LES NAVIGATEURS
France – 2024
Genre : Fantastique
Dessinateur : Stéphane De Caneva
Scénariste : Serge Lehman
Nombre de pages : 208 pages
Éditeur : Delcourt
Date de sortie : 2 octobre 2024
LE PITCH
Expatriée depuis 20 ans, Neige Agopian décide de rentrer à Paris et de renouer avec ses amis d’enfance, Max, Arthur et Sébastien. Mais après quelques jours, elle disparaît dans des conditions étranges. Les garçons mènent l’enquête et se confrontent à un triple mystère : une légende urbaine, une énigme artistique, et un fabuleux monde perdu sur lequel veillent, depuis toujours, les « Navigateurs ».
Ville lumière… et d’ombres
Les auteurs de Metropolis et La Brigade Chimérique Ultime Renaissance, nous embarque dans une visite unique des grands secrets de la capitale Parisienne. Sous les pavés, la plage, mais aussi des secrets bien gardés, des légendes oubliées, des océans primordiaux et des créatures terrifiantes. Un thriller fantastique original et captivant.

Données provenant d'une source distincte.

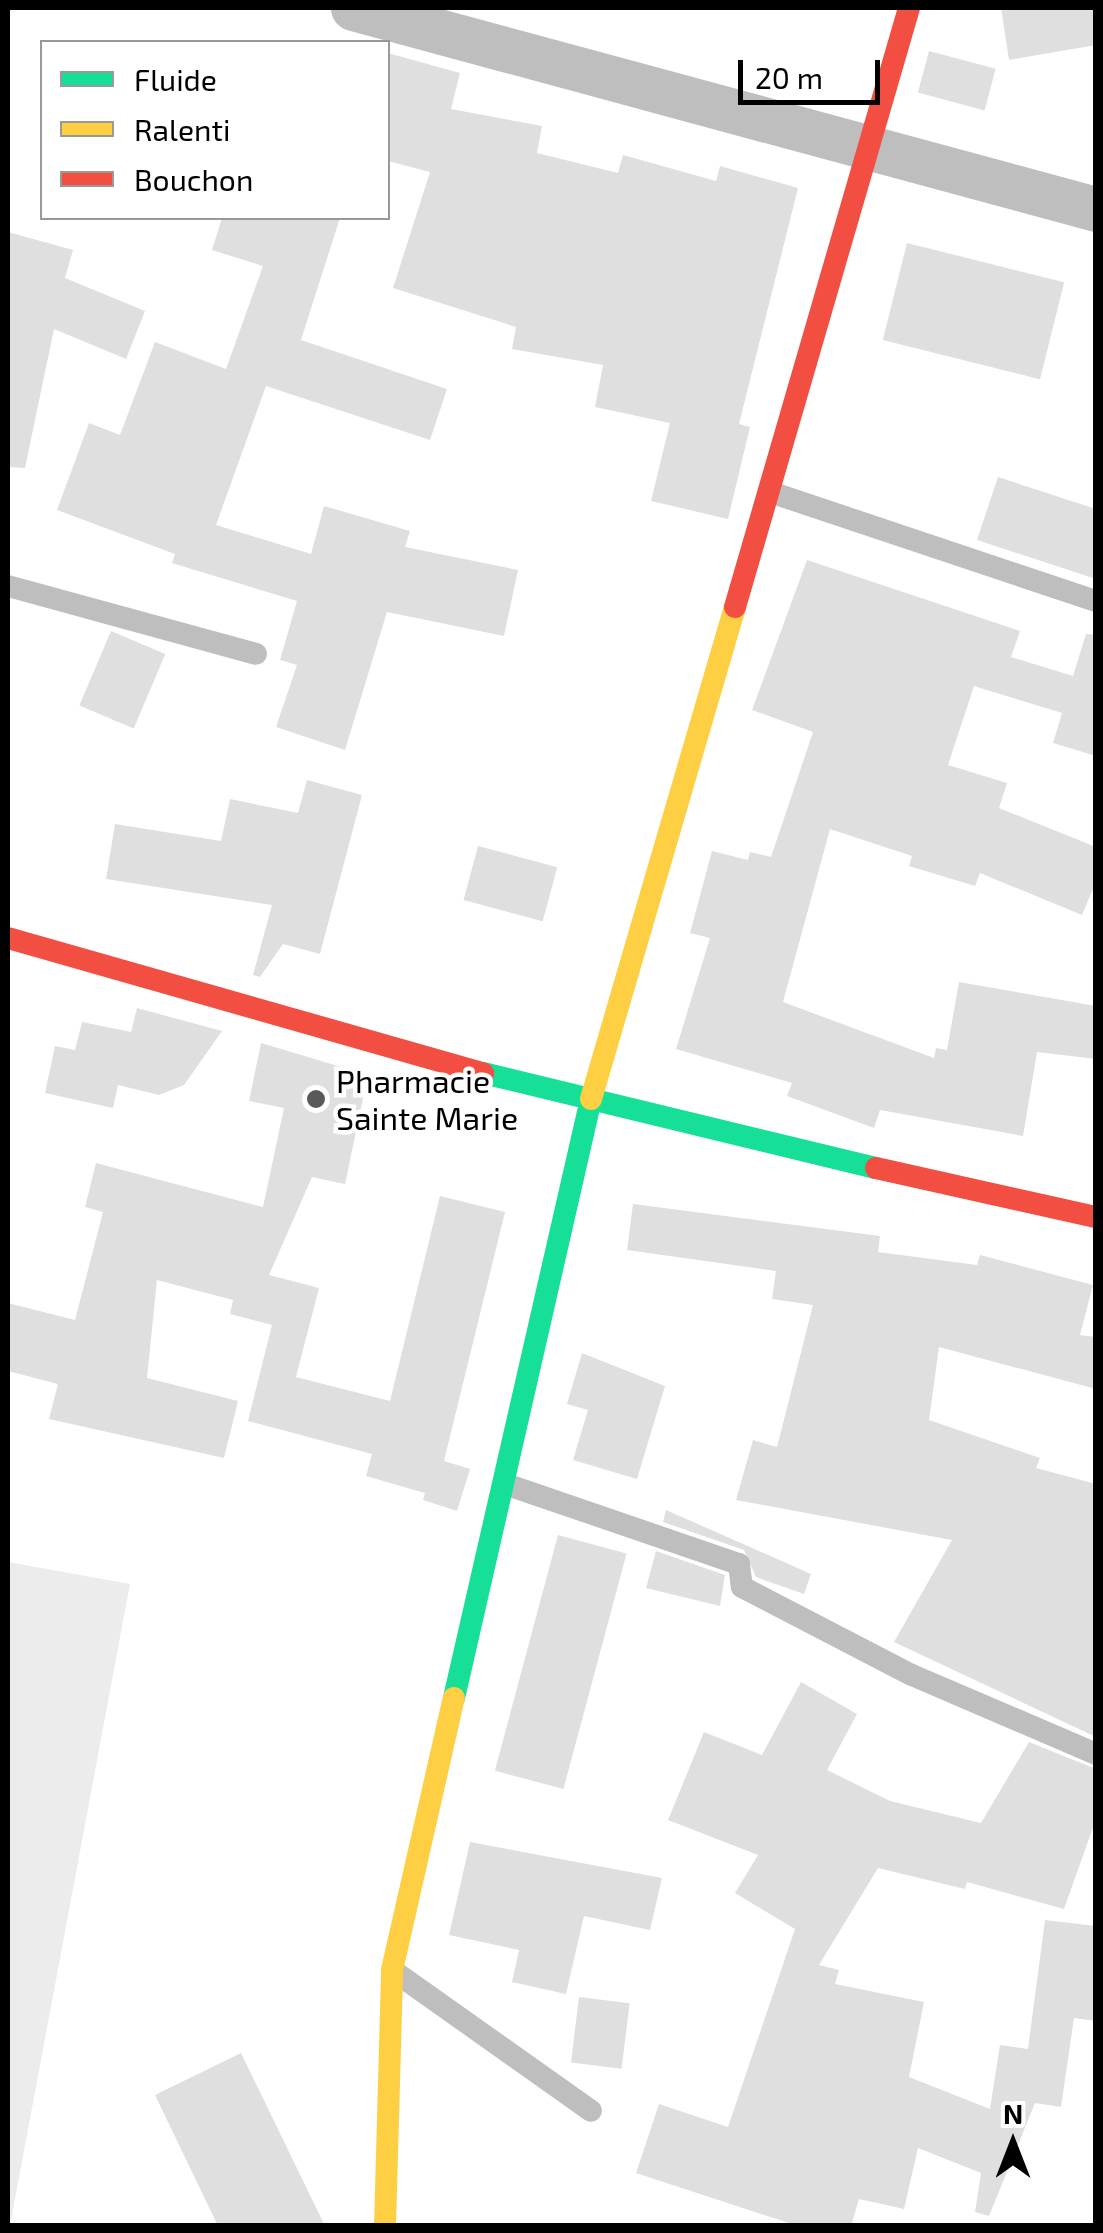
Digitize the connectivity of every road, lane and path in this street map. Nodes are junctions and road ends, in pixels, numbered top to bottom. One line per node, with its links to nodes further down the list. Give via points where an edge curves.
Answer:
1 (353, 8): 3 (street)
2 (909, 8): 3 (street)
3 (870, 148): 4 (street); 5 (street)
4 (1096, 209)
5 (770, 492): 7 (lane); 10 (street)
6 (8, 586): 8 (lane)
7 (1096, 602)
8 (256, 654)
9 (8, 938): 10 (street)
10 (590, 1104): 11 (street); 12 (street)
11 (1096, 1217)
12 (508, 1485): 13 (lane, via 740,1564 742,1587 912,1675); 14 (street)
13 (1096, 1754)
14 (392, 1970): 15 (lane); 16 (street)
15 (591, 2111)
16 (384, 2226)

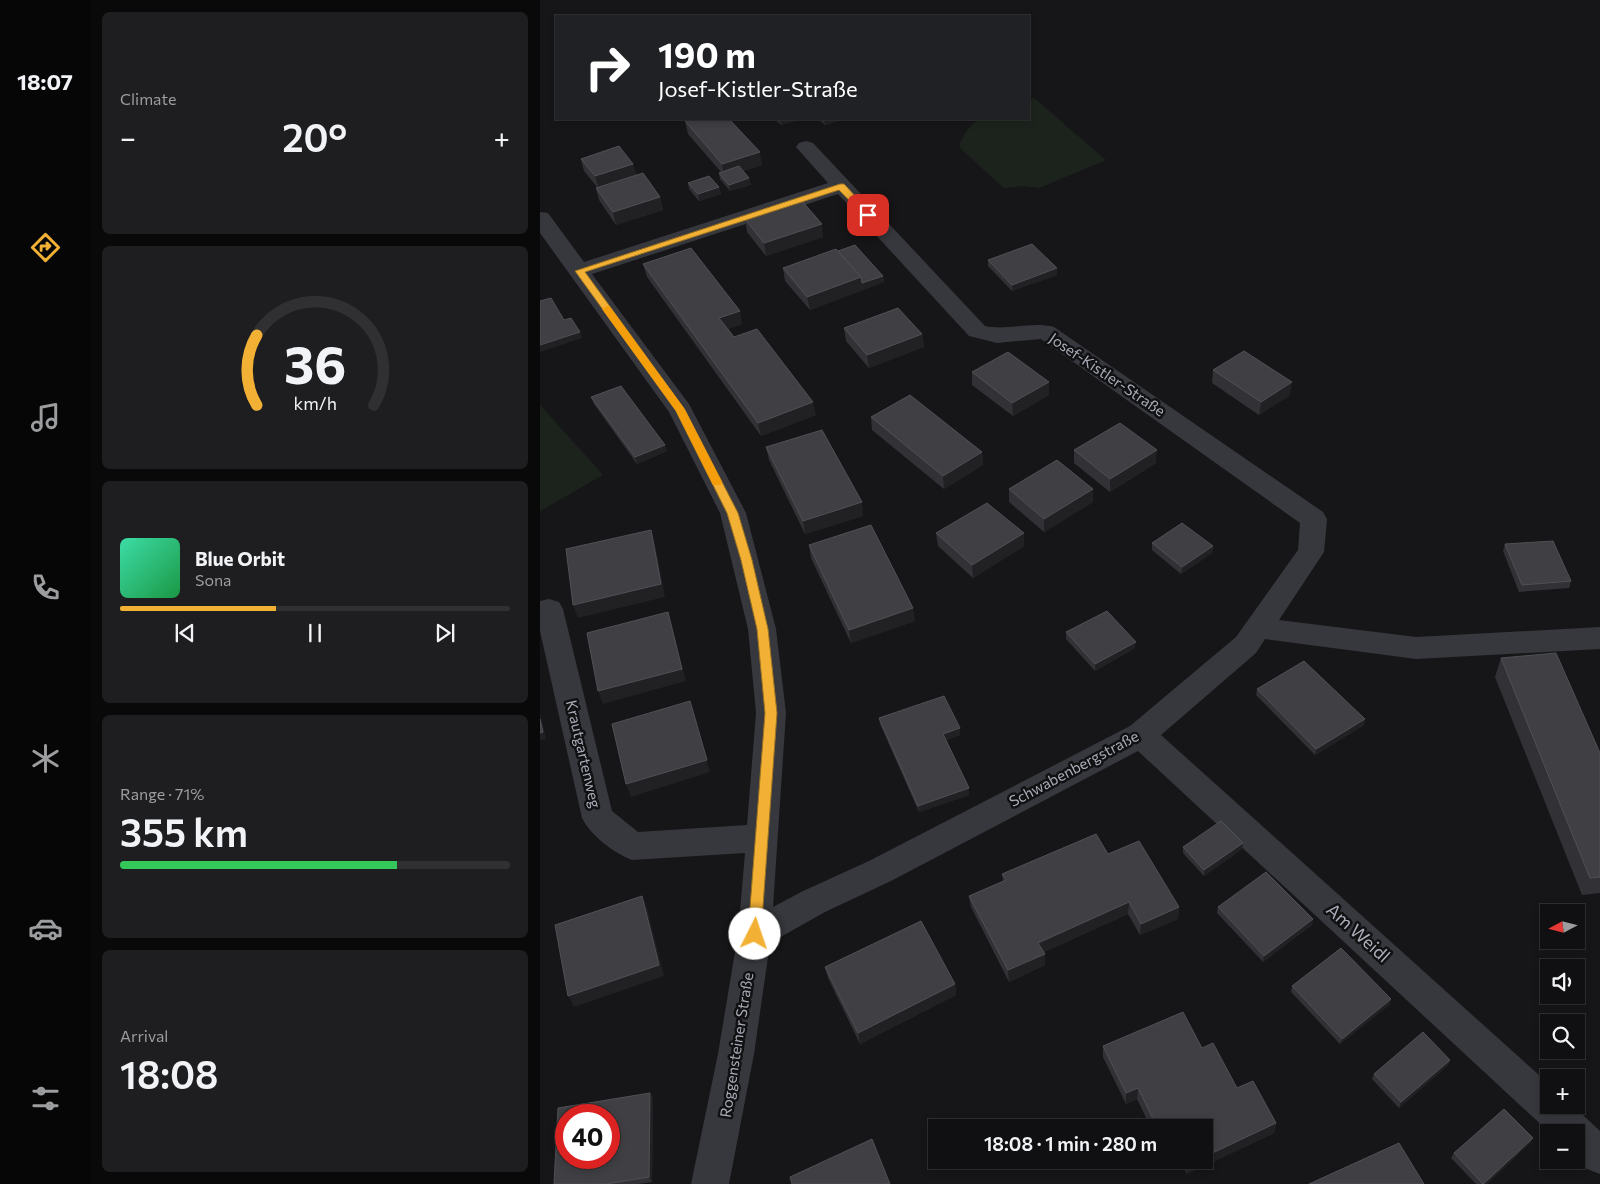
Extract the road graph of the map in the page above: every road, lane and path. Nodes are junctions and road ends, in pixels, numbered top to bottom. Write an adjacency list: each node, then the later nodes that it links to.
1 (806, 147): 2 (street, Josef-Kistler-Straße)
2 (840, 186): 4 (street); 5 (street, Josef-Kistler-Straße)
3 (540, 218): 4 (street, Roggensteiner Straße)
4 (579, 271): 10 (street, Roggensteiner Straße)
5 (1314, 519): 7 (street, Schwabenbergstraße)
6 (549, 609): 10 (street, Krautgartenweg)
7 (1260, 628): 8 (street); 9 (street, Schwabenbergstraße)
8 (1600, 638)
9 (1140, 735): 11 (street, Schwabenbergstraße); 12 (street, Am Weidl)
10 (761, 838): 11 (street, Roggensteiner Straße)
11 (755, 934): 15 (street, Roggensteiner Straße)
12 (1566, 1124)
13 (1585, 1142): 14 (street, Am Weidl)
14 (1600, 1156)
15 (710, 1184)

De La Brigade chimérique à L’homme gribouillé en passant par Masqué ou Metropolis, Serge Lehman aime à réinvestir une imagination et une culture fantastique européenne, et souvent très française voire parisienne. Plonger dans les passés littéraires, dans les proto super-héros, dans l’histoire de l’art ou de l’architecture en recherche d’une mythologie populaire qui aurait pu exister et fleurir. C’est une nouvelle fois cette démarche, souvent passionnante, qui habite Les Navigateurs, superbe album de plus de 200 pages aux papiers épais, à la couverture intrigante, gaufrée et relevée de teintes cuivrées, qui va peu à peu entrainer le lecteur vers un monde primitif et mystique dissimulé sous les reliefs parisien. Pourtant, tout commence comme une simple histoire de potes, trois anciens camarades de lycée inséparables qui n’ont jamais brisé le lien, et la très jolie Neige qui revient après un long exil volontaire en Angleterre. Des retrouvailles, très attendues pour Max qui n’a jamais vraiment oublié leur passade et leur ultime étreinte avant leur départ. Mais un soir, après qu’un étrange bruit ait retenti dans tout le voisinage et que Max ait apparu une étrange forme à la fenêtre de son amie, la femme disparait ne laissant d’elle comme trace qu’une étrange fresque sur le mur de sa maison où elle est dessinée nue, emportée par une araignée géante. Le début d’une enquête pour les trois compères qui vont les amener à un peintre oublié, Ferdinand Krebs, élève du véritable Odilon Redon (dont les gravures sont réincarnées ici), à des rencontres bien étranges dans certains quartiers de Paris et à découvrir la véritable mission de la brigade fluviale.
Le très vieux Paris
Mélangeant constamment les références réelles (courants artistiques symbolistes, lettre de Jean Cocteau, cartes datant de la préhistoire…) avec des figures inventées, le réel avec l’irréel, Lehman oscille constamment entre le récit policier et le délire paranoïaque, la quête intimiste et le grand récit fantastique, redonnant une spiritualité et une profondeur inédit à des lieux, Paris et sa banlieue, qui nous semblent terriblement ternes aujourd’hui. Il y a bien évidement une envie très marquée d’offrir un pendant hexagonal au mythe de Cthulhu et aux textes délirants d’auteurs comme Machen, Poe ou Lovecraft en explorant des visions cauchemardesques, des œuvres d’art qui se transforment en passage vers un ailleurs souvent indescriptible. Ambitieux, mais l’auteur sait qu’il doit ménager ses effets et ne fait glisser son histoire que très progressivement dans le surréalisme, voir l’épique pour le final, s’appuyant sur des personnages bien écrits et une lente mise en place nécessaire pour percevoir tout ce que Les Navigateurs ne fera que suggérer. De la même façon, le choix du noir et blanc, sobrement rehaussé de dégradés de gris, et le trait relativement réaliste de Stéphane de Caneva participe de cette même sensation de transgression progressive. Sans couleur, les premières visions étranges (comme « la tête » qui attend avec son étrange sac sur les genoux, la visitation nocturne dans la cellule…) s’intègrent encore relativement bien à la crédibilité de l’ensemble, jusqu’à ce que le dessinateur se laisse totalement emporter dans le dernier chapitre par les représentations décadentes d’un monde parallèle sauvage, barbare et délirant.
Un album comme une porte d’entrée vers un monde plus vaste et un immense potentiel de récits « français » qui suivraient cette inquiétante mer intérieure.